La Ville de Québec veut éviter les «erreurs» patrimoniales

Avant d’exproprier ou d’exiger une emprise partielle d’un terrain là où il ne faudrait pas, la Ville de Québec veut mettre à jour la réelle valeur des quelque 500 bâtiments patrimoniaux qui se trouvent le long des 23 kilomètres où passera le tramway.

«Il y a un potentiel d’erreurs. On veut retourner toutes les pierres et être exemplaire. On veut préciser le potentiel patrimonial s’il y a des acquisitions.»

C’est ainsi que le conseiller Rémy Normand, responsable du réseau structurant, explique le récent appel d’offres, visant à évaluer les centaines de bâtiments patrimoniaux d’un bout à l’autre du tracé, du boulevard Louis-XIV à Charlesbourg jusqu’à l’avenue Le Gendre à Cap-Rouge.

Évidemment, certains tronçons sont plus sensibles que d’autres. «Aménager le boulevard Laurier, ce n’est pas comme René-Lévesque ou d’autres secteurs de la ville», précise le vice-président du comité exécutif de la Ville. En effet, l’implantation du tramway dans le périmètre très «commercial» de l’ouest de la ville ne devrait pas compromettre l’intégrité de bâtiments patrimoniaux.

L’appel d’offres ratisse large. Elle vise notamment à «parfaire les connaissances du cadre bâti, à identifier les perspectives visuelles marquantes et certains aménagements comme des croix de chemin, des clôtures, des murets ou des bâtiments accessoires susceptibles d’être impactés», peut-on lire.

Les informations sont aussi nécessaires, précise M. Normand, dans la perspective où serait exigée une étude d’impact sur l’environnement. 
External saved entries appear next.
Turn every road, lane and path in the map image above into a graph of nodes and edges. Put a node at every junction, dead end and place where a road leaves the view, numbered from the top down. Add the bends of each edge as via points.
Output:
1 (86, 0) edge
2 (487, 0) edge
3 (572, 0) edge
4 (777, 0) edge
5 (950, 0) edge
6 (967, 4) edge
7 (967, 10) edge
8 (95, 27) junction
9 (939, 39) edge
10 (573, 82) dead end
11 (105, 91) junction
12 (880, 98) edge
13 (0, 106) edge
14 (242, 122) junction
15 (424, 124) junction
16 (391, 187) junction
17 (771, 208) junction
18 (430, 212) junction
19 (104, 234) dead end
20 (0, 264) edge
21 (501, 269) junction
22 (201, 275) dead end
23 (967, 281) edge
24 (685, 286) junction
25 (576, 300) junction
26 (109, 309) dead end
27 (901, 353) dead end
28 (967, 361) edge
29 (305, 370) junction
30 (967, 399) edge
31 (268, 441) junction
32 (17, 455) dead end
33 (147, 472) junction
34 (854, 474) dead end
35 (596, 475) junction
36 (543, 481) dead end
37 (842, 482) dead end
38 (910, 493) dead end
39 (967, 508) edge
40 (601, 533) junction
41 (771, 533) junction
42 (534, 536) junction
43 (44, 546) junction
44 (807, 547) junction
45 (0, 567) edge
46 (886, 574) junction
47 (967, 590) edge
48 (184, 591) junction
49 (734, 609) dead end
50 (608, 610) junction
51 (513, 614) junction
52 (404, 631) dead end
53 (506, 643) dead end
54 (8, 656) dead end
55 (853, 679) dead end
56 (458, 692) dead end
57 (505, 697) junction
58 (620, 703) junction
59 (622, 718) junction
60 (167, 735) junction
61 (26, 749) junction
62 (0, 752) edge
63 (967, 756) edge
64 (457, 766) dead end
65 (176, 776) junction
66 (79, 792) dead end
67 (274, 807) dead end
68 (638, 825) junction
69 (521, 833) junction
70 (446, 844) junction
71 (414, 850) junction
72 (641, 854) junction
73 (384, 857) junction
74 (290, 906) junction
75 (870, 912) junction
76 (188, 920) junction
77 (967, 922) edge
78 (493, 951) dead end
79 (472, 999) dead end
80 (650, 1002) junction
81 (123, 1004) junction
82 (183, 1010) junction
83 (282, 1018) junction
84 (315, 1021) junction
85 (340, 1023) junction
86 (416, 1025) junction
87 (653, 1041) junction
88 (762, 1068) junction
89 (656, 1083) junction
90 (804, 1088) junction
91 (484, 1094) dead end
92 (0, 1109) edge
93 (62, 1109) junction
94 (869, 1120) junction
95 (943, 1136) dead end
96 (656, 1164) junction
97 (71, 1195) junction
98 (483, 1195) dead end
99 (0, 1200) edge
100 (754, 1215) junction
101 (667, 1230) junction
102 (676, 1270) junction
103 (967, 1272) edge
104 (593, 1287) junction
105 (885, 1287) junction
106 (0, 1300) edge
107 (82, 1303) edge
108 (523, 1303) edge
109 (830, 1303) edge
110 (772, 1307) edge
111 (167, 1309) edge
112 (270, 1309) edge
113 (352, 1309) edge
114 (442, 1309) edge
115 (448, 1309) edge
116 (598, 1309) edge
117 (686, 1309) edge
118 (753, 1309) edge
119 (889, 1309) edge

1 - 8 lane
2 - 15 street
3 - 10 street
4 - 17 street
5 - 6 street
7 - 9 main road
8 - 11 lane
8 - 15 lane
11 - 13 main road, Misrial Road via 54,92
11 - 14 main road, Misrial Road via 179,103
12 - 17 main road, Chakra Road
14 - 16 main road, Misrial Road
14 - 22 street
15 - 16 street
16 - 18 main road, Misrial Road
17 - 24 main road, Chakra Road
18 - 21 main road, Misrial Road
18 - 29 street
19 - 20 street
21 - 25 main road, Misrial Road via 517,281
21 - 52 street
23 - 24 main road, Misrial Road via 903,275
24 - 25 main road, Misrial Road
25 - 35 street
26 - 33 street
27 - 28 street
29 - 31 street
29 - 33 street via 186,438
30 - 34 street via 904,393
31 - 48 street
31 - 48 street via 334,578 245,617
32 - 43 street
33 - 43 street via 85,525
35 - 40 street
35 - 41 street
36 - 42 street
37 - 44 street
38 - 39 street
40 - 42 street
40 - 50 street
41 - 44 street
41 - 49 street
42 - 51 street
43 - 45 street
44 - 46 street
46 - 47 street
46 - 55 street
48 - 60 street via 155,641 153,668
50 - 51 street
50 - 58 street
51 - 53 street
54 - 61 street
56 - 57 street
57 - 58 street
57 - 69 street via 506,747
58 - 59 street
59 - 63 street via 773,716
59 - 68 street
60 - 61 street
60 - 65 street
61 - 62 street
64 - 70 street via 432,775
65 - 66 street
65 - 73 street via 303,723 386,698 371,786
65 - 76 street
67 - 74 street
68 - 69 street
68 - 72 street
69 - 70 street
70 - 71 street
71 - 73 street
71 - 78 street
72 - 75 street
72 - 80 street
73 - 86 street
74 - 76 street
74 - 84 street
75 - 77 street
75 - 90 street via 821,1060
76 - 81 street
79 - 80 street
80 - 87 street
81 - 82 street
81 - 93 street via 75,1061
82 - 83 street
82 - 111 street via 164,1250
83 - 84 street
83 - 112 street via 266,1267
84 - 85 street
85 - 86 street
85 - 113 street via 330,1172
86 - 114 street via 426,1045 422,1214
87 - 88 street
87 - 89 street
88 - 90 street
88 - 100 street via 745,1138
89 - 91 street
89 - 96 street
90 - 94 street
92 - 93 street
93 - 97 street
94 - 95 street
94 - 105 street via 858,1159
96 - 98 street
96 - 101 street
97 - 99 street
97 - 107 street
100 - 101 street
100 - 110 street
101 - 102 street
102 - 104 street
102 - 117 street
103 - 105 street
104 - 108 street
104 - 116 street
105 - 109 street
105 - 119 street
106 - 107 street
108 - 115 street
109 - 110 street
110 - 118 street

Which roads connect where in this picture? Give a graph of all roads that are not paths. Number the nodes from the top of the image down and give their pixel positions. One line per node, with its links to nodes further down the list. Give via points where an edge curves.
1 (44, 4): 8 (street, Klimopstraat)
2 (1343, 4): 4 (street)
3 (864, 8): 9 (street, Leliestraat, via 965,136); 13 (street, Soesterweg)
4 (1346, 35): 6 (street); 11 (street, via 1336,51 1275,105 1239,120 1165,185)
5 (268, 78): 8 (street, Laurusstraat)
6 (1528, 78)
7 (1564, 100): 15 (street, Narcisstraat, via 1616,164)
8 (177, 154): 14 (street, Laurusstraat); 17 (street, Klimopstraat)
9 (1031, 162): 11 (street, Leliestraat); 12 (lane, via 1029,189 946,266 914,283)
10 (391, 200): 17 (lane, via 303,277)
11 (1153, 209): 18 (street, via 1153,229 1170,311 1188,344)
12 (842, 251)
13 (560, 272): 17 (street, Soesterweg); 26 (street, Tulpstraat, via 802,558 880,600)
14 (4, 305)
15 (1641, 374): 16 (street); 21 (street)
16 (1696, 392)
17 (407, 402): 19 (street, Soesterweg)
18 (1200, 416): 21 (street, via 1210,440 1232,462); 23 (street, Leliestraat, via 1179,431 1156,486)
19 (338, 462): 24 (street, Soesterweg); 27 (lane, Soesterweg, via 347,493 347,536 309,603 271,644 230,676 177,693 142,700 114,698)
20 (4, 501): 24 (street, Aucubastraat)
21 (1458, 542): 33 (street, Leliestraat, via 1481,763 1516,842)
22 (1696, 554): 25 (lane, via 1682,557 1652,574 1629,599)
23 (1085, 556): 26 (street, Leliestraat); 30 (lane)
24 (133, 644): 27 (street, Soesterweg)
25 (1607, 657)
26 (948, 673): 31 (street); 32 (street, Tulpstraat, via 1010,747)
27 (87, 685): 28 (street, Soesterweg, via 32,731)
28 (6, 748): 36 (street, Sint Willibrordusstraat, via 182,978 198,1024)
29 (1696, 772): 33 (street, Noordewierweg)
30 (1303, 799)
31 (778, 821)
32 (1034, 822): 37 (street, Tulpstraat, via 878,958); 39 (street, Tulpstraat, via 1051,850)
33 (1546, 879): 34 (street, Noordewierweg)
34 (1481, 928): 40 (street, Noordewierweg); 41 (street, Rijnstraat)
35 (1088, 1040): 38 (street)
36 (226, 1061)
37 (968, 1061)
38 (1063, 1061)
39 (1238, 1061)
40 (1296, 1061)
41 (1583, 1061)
La Ville possède déjà un répertoire de ces bâtiments divisés en cinq catégories. Des 500 identifiés : 25 sont réputés avoir une valeur patrimoniale exceptionnelle; 125, une valeur supérieure; 185 autres, une bonne valeur; 155, une valeur faible; et 10 bâtiments évalués ne représenteraient aucune valeur.

La Ville a déjà prévenu qu’il y aurait 18 expropriations le long du tracé, sans identifier les bâtiments visés ni dire s’il y avait une potentielle valeur patrimoniale rattachée à l’un d’eux. M. Normand dit ne pas vouloir anticiper les conclusions du contrat qui sera octroyé. Il ne veut pas davantage s’avancer à savoir si la Ville pourrait donner le feu vert à l’expropriation d’un bâtiment qui aurait une faible valeur patrimoniale.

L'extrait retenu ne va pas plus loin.